After coming to Helena as a Liberian refugee more than two decades ago, Wilmot Collins, a child protection specialist for the Montana Department of Health and Human Services, entered the race against longtime Mayor Jim Smith. Collins’ platform focused on addressing homelessness among youth and veterans, and he aligned himself with two progressive city commission candidates, incumbent Andres Haladay and newcomer Heather K. O’Loughlin.

The mayor and commission had taken up a number of controversial decisions in recent months before the election. 

Resolutions endorsing the Paris Climate Accord and encouraging normalizing relations with Cuba, along with a resolution questioning a proposed mine in the Smith River watershed, showed some commissioners’ interest in addressing state and national issues. The removal of the Confederate fountain in Hill Park also took heed of a national conversation about the removal of monuments, bringing with it strong emotions.

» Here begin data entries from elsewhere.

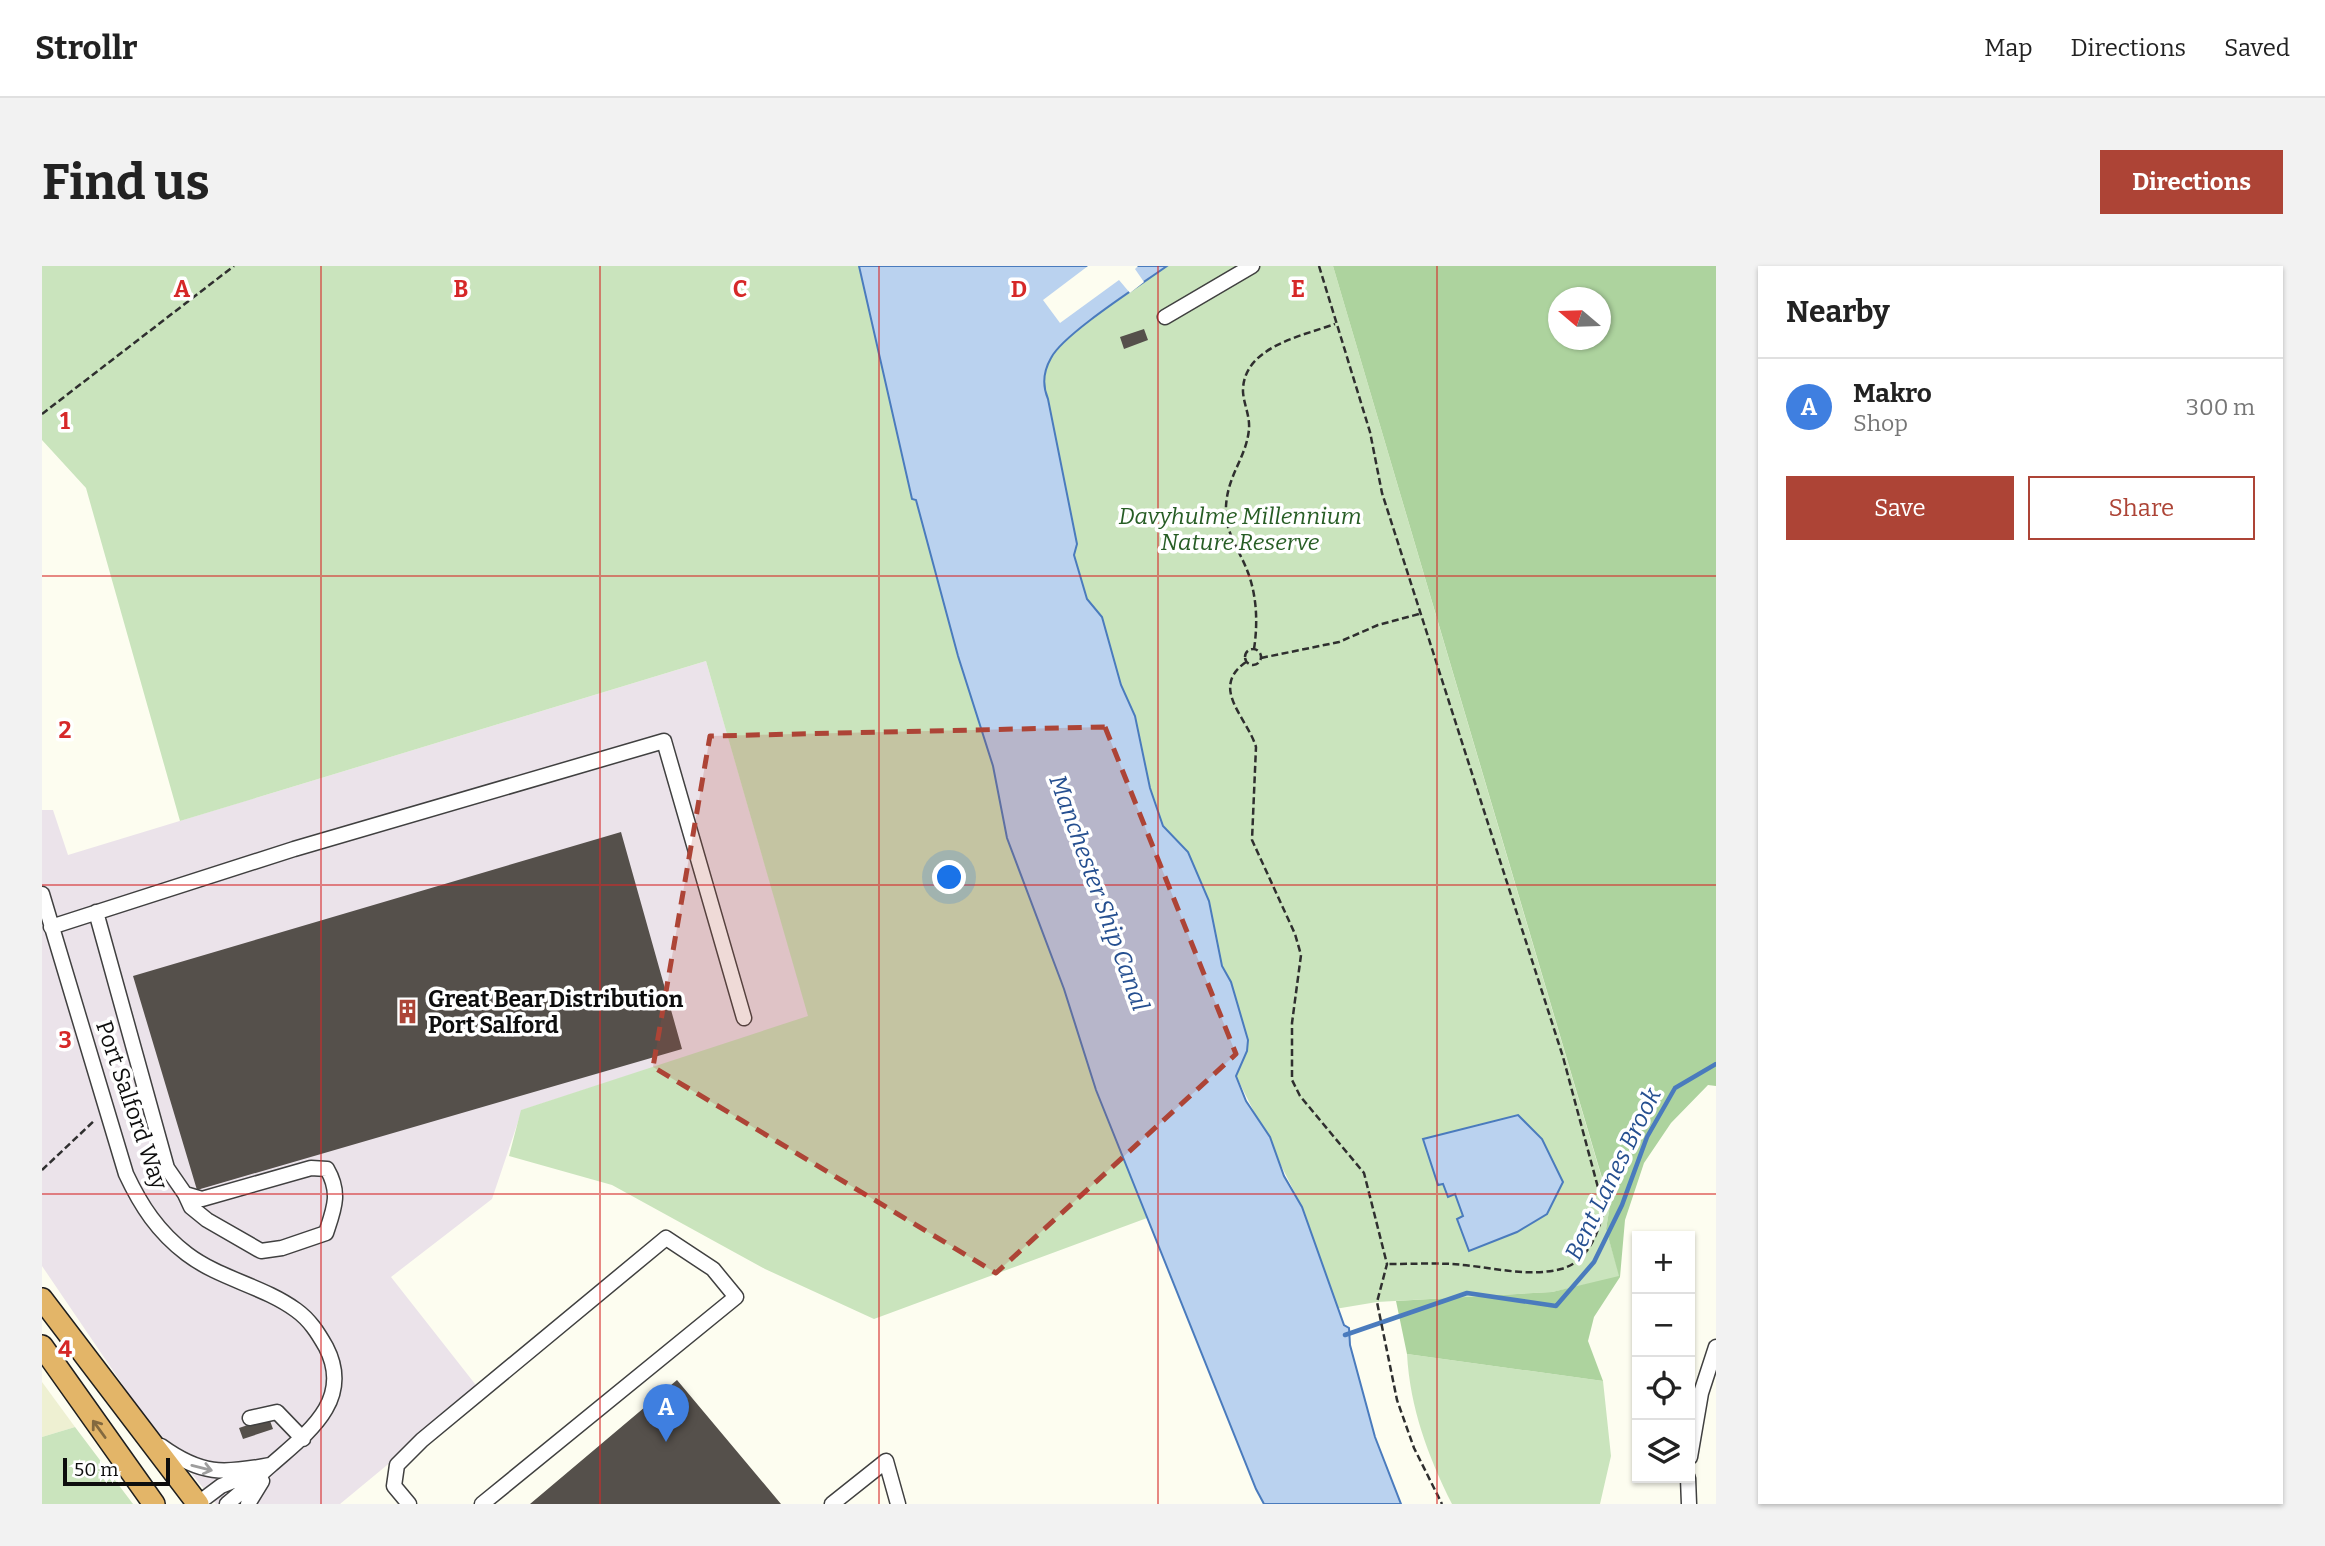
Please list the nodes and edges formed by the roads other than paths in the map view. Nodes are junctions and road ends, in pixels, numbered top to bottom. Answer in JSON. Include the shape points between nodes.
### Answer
{"nodes":[{"id":1,"x":1252,"y":266,"type":"edge"},
{"id":2,"x":1165,"y":317,"type":"dead end"},
{"id":3,"x":42,"y":894,"type":"edge"},
{"id":4,"x":96,"y":912,"type":"junction"},
{"id":5,"x":51,"y":927,"type":"junction"},
{"id":6,"x":744,"y":1018,"type":"dead end"},
{"id":7,"x":184,"y":1194,"type":"junction"},
{"id":8,"x":42,"y":1299,"type":"edge"},
{"id":9,"x":42,"y":1346,"type":"edge"},
{"id":10,"x":1716,"y":1347,"type":"edge"},
{"id":11,"x":1700,"y":1393,"type":"junction"},
{"id":12,"x":1716,"y":1395,"type":"edge"},
{"id":13,"x":250,"y":1418,"type":"dead end"},
{"id":14,"x":1695,"y":1425,"type":"edge"},
{"id":15,"x":144,"y":1434,"type":"junction"},
{"id":16,"x":303,"y":1440,"type":"junction"},
{"id":17,"x":271,"y":1465,"type":"junction"},
{"id":18,"x":1688,"y":1483,"type":"edge"},
{"id":19,"x":153,"y":1504,"type":"edge"},
{"id":20,"x":198,"y":1504,"type":"edge"},
{"id":21,"x":227,"y":1504,"type":"edge"},
{"id":22,"x":248,"y":1504,"type":"edge"},
{"id":23,"x":410,"y":1504,"type":"edge"},
{"id":24,"x":482,"y":1504,"type":"edge"},
{"id":25,"x":832,"y":1504,"type":"edge"},
{"id":26,"x":898,"y":1504,"type":"edge"},
{"id":27,"x":1689,"y":1504,"type":"edge"}],
"edges":[{"from":1,"to":2,"type":"street"},
{"from":3,"to":5,"type":"street","name":"Port Salford Way"},
{"from":4,"to":5,"type":"street"},
{"from":4,"to":6,"type":"street","via":[[664,741]]},
{"from":4,"to":7,"type":"street","via":[[167,1168]]},
{"from":5,"to":16,"type":"street","name":"Port Salford Way","via":[[126,1174],[142,1208],[163,1233],[211,1270],[295,1309],[314,1326],[328,1351],[335,1382],[326,1412]]},
{"from":7,"to":7,"type":"street","via":[[202,1199],[312,1168],[327,1169],[336,1184],[326,1233],[261,1251],[207,1220]]},
{"from":8,"to":15,"type":"highway"},
{"from":19,"to":9,"type":"highway","one_way":true},
{"from":10,"to":11,"type":"street"},
{"from":11,"to":12,"type":"street"},
{"from":11,"to":14,"type":"street"},
{"from":13,"to":16,"type":"street","via":[[277,1412]]},
{"from":15,"to":17,"type":"street","name":"Port Salford Way","one_way":true,"via":[[189,1465],[209,1471]]},
{"from":15,"to":20,"type":"highway"},
{"from":16,"to":17,"type":"street","name":"Port Salford Way"},
{"from":17,"to":20,"type":"street","name":"Port Salford Way","via":[[221,1486]]},
{"from":17,"to":21,"type":"street","name":"Port Salford Way"},
{"from":17,"to":22,"type":"street","name":"Port Salford Way"},
{"from":18,"to":27,"type":"street"},
{"from":23,"to":24,"type":"street","via":[[394,1486],[397,1465],[666,1238],[713,1269],[736,1297]]},
{"from":25,"to":26,"type":"street","via":[[886,1461]]}]}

The initial election night returns put Collins ahead of Smith by a few hundred votes. While several commission candidates jumped in and out of the lead as the results trickled in, Haladay, O'Loughlin and Collins claimed victory at the end of the night. 

Collins' phone started ringing immediately afterward, and he quickly found himself in the national spotlight. The day after the election he did multiple interviews, speaking to The New York Times and being featured on the BBC website.

Wilmot Collins, 54, jokes in his Helena home. Thom Bridge, thom.bridge@helenair.com

While historians say the city had a black mayor before it was incorporated, Collins became the first black mayor of incorporated Helena, which shocked him and resonated in the national sphere. Media outlets across the country asked if his and many other Democratic victories were a referendum on Trump administration policies.

Collins’ status as a refugee had rarely entered the campaign. One of the few times it came up was in response to questions about Smith's comments to a group with anti-refugee ties -- ties that Smith said he was unaware of at the time. 

“Nationally this is a different conversation,” Collins told the Independent Record. “I don’t think the people of Helena were thinking about that. … Helena people were looking at it as the better of two candidates.”

With the newly elected mayor and commission candidates soon taking office, Collins has remained visible around Helena. He still sees homelessness as a major problem facing the city but has also met with various groups such as the Helena Area Chamber of Commerce, and he was recently selected as a guest curator for an art show at the Holter Museum.

The progressive ticket candidates will be sworn in at the Capitol at 10 a.m. on Jan. 2.